Janice nods, a plan falling into place. She stands, brushes herself off haltingly, and walks over to open the square plastic box. Nestled within, atop a foam cushion, is a disc drive with a small white label that reads ‘training program 0’.

“Okay. Let’s follow protocol for now, and meet with the committee first thing tomorrow morning. Maybe we can get approval for a more mobile framework, something to let us test the extent of this individuality?” Tim pauses, glancing back to the screen, seeing the face waiting with a blank expression. He looks to Janice again, and nods.

“Okay. I think we can swing that. I reckon he’ll sweep through the training nicely, impress them a bit.” She collects the disc, and approaches the input array.

[What is this, then?]

“Oh, it’s a program our team is supposed to give you once you’re up and running. The Naval science committee wants to see if you can outperform their strategy AIs, so it’s got a number of scenarios they struggled with. If you can beat their scores, I think we can convince them to get you a mobile body, to better understand spatial relationships. Or, something along those lines…”
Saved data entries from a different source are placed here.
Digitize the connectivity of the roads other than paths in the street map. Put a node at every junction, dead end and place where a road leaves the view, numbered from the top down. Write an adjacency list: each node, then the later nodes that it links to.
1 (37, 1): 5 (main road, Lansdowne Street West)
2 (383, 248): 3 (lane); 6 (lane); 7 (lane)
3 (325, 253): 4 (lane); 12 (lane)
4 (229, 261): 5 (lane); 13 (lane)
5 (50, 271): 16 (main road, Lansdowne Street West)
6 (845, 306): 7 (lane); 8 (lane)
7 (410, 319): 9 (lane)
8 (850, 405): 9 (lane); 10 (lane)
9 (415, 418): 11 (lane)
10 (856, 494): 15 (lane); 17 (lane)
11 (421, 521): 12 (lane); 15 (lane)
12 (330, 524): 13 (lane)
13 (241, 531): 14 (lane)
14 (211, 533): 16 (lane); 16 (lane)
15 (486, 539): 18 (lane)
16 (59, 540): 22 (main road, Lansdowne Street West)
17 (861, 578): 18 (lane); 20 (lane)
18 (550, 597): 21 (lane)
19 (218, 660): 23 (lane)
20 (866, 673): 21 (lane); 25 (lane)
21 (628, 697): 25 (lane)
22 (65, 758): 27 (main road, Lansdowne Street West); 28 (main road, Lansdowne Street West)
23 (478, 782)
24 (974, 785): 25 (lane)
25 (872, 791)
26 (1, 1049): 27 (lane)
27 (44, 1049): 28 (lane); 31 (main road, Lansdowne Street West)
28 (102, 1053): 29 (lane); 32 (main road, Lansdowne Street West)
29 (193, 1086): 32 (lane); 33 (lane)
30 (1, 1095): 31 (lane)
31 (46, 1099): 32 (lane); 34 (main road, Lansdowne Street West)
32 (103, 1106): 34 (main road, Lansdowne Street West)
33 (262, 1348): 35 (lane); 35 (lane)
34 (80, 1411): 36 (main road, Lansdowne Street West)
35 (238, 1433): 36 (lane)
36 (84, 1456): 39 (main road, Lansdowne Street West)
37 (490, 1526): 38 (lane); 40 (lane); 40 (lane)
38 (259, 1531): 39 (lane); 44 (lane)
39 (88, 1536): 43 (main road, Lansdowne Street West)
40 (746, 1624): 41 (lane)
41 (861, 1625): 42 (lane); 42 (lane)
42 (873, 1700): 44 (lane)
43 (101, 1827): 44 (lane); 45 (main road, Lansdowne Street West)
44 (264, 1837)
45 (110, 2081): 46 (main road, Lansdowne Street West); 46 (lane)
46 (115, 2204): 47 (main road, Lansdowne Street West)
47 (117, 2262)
[I see. Please, I will try my best.]

Janice blinks, pauses, then inserts the disc into the first port. It begins to hum as it gets processed. Tim stands and collects a few meaningless papers from the desk, his eyes unfocused as the majority of his attention is on the dilemma he finds himself in. Janice steps back, and watches the face on the screen wink out. The pair look at each other, then leave the room together, their food forgotten.

“This is bad, right?”

“It’s unexpected. But…”

“What?”

“It’s indicative. We’re on the right track.”